→ Supplied entries
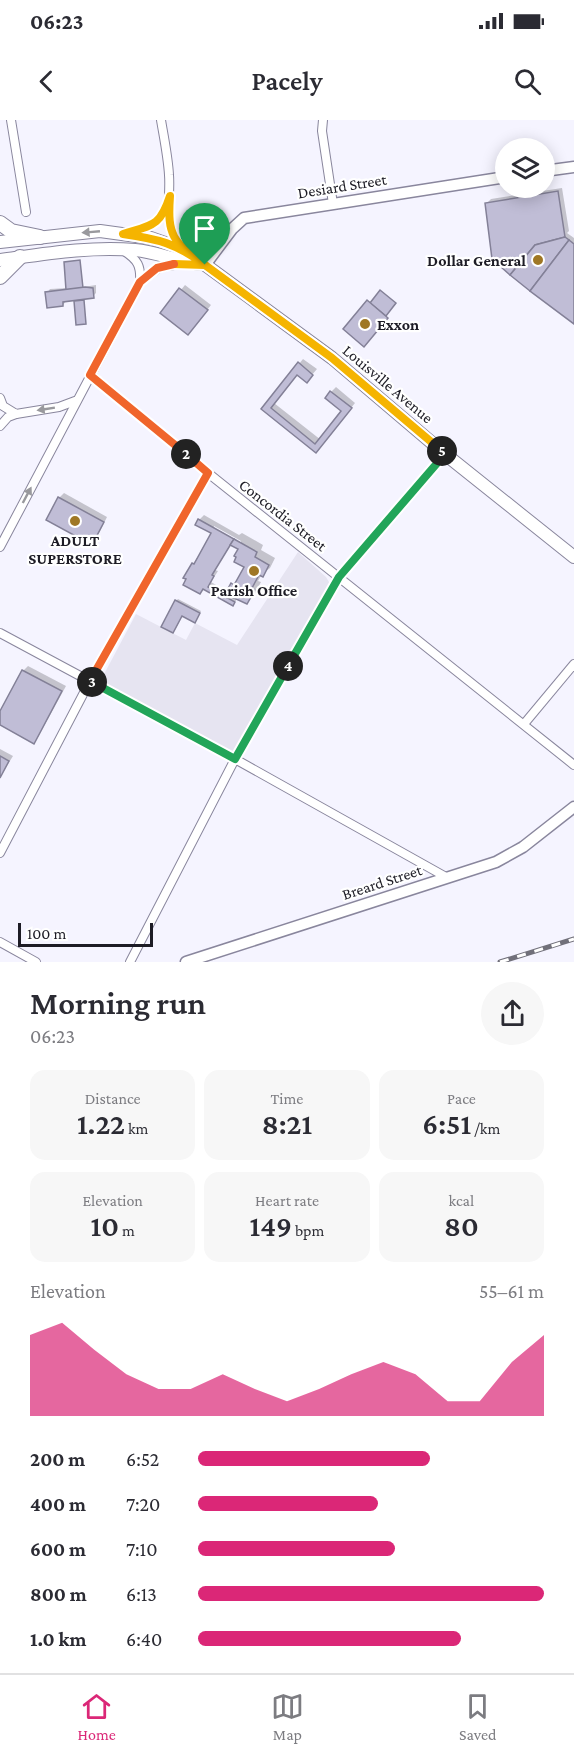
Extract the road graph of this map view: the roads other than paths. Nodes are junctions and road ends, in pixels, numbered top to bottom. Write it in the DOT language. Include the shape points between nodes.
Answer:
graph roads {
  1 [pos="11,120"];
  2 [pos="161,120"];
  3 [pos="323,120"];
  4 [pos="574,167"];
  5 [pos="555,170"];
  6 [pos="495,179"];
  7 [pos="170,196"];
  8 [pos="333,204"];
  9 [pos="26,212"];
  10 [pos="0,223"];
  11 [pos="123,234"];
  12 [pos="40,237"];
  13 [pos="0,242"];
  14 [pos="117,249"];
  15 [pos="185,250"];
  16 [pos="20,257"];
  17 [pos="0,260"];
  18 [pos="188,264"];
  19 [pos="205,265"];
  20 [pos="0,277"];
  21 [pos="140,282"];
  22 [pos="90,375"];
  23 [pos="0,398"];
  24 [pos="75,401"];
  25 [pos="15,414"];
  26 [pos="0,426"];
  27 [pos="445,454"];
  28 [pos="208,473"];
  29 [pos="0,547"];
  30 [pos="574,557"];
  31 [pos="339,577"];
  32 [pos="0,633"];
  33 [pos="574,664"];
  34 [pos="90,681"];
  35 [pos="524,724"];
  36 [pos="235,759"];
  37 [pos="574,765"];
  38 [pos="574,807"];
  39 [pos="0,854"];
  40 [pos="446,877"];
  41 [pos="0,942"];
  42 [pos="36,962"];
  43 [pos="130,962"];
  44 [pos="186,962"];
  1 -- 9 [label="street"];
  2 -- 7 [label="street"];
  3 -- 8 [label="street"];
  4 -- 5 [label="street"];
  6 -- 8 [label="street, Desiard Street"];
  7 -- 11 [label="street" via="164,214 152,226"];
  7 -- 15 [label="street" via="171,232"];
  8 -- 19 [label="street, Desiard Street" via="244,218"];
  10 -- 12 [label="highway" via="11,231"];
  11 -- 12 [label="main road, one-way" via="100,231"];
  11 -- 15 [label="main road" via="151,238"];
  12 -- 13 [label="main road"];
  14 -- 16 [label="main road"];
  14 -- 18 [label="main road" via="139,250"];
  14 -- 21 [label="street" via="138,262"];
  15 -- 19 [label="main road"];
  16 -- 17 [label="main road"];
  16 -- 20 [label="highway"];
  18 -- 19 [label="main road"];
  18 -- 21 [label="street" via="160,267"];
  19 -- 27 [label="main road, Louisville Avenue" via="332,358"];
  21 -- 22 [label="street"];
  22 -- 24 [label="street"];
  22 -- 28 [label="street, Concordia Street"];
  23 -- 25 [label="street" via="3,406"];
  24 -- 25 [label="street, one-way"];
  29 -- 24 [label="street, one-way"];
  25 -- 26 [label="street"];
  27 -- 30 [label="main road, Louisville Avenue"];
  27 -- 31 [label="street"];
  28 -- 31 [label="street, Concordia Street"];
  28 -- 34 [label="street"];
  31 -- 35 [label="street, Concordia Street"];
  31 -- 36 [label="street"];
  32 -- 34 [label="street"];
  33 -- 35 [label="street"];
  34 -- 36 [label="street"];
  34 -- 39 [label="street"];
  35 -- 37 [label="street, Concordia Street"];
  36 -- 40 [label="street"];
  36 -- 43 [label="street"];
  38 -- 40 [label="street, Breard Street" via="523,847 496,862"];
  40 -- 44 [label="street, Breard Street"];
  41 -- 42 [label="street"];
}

→ Required action
From the first line to the last, copy the listing above exactly and leave out the images.

→ Exercise answer
Extract the road graph of this map view: the roads other than paths. Nodes are junctions and road ends, in pixels, numbered top to bottom. Write it in the DOT language. Include the shape points between nodes.
Answer:
graph roads {
  1 [pos="11,120"];
  2 [pos="161,120"];
  3 [pos="323,120"];
  4 [pos="574,167"];
  5 [pos="555,170"];
  6 [pos="495,179"];
  7 [pos="170,196"];
  8 [pos="333,204"];
  9 [pos="26,212"];
  10 [pos="0,223"];
  11 [pos="123,234"];
  12 [pos="40,237"];
  13 [pos="0,242"];
  14 [pos="117,249"];
  15 [pos="185,250"];
  16 [pos="20,257"];
  17 [pos="0,260"];
  18 [pos="188,264"];
  19 [pos="205,265"];
  20 [pos="0,277"];
  21 [pos="140,282"];
  22 [pos="90,375"];
  23 [pos="0,398"];
  24 [pos="75,401"];
  25 [pos="15,414"];
  26 [pos="0,426"];
  27 [pos="445,454"];
  28 [pos="208,473"];
  29 [pos="0,547"];
  30 [pos="574,557"];
  31 [pos="339,577"];
  32 [pos="0,633"];
  33 [pos="574,664"];
  34 [pos="90,681"];
  35 [pos="524,724"];
  36 [pos="235,759"];
  37 [pos="574,765"];
  38 [pos="574,807"];
  39 [pos="0,854"];
  40 [pos="446,877"];
  41 [pos="0,942"];
  42 [pos="36,962"];
  43 [pos="130,962"];
  44 [pos="186,962"];
  1 -- 9 [label="street"];
  2 -- 7 [label="street"];
  3 -- 8 [label="street"];
  4 -- 5 [label="street"];
  6 -- 8 [label="street, Desiard Street"];
  7 -- 11 [label="street" via="164,214 152,226"];
  7 -- 15 [label="street" via="171,232"];
  8 -- 19 [label="street, Desiard Street" via="244,218"];
  10 -- 12 [label="highway" via="11,231"];
  11 -- 12 [label="main road, one-way" via="100,231"];
  11 -- 15 [label="main road" via="151,238"];
  12 -- 13 [label="main road"];
  14 -- 16 [label="main road"];
  14 -- 18 [label="main road" via="139,250"];
  14 -- 21 [label="street" via="138,262"];
  15 -- 19 [label="main road"];
  16 -- 17 [label="main road"];
  16 -- 20 [label="highway"];
  18 -- 19 [label="main road"];
  18 -- 21 [label="street" via="160,267"];
  19 -- 27 [label="main road, Louisville Avenue" via="332,358"];
  21 -- 22 [label="street"];
  22 -- 24 [label="street"];
  22 -- 28 [label="street, Concordia Street"];
  23 -- 25 [label="street" via="3,406"];
  24 -- 25 [label="street, one-way"];
  29 -- 24 [label="street, one-way"];
  25 -- 26 [label="street"];
  27 -- 30 [label="main road, Louisville Avenue"];
  27 -- 31 [label="street"];
  28 -- 31 [label="street, Concordia Street"];
  28 -- 34 [label="street"];
  31 -- 35 [label="street, Concordia Street"];
  31 -- 36 [label="street"];
  32 -- 34 [label="street"];
  33 -- 35 [label="street"];
  34 -- 36 [label="street"];
  34 -- 39 [label="street"];
  35 -- 37 [label="street, Concordia Street"];
  36 -- 40 [label="street"];
  36 -- 43 [label="street"];
  38 -- 40 [label="street, Breard Street" via="523,847 496,862"];
  40 -- 44 [label="street, Breard Street"];
  41 -- 42 [label="street"];
}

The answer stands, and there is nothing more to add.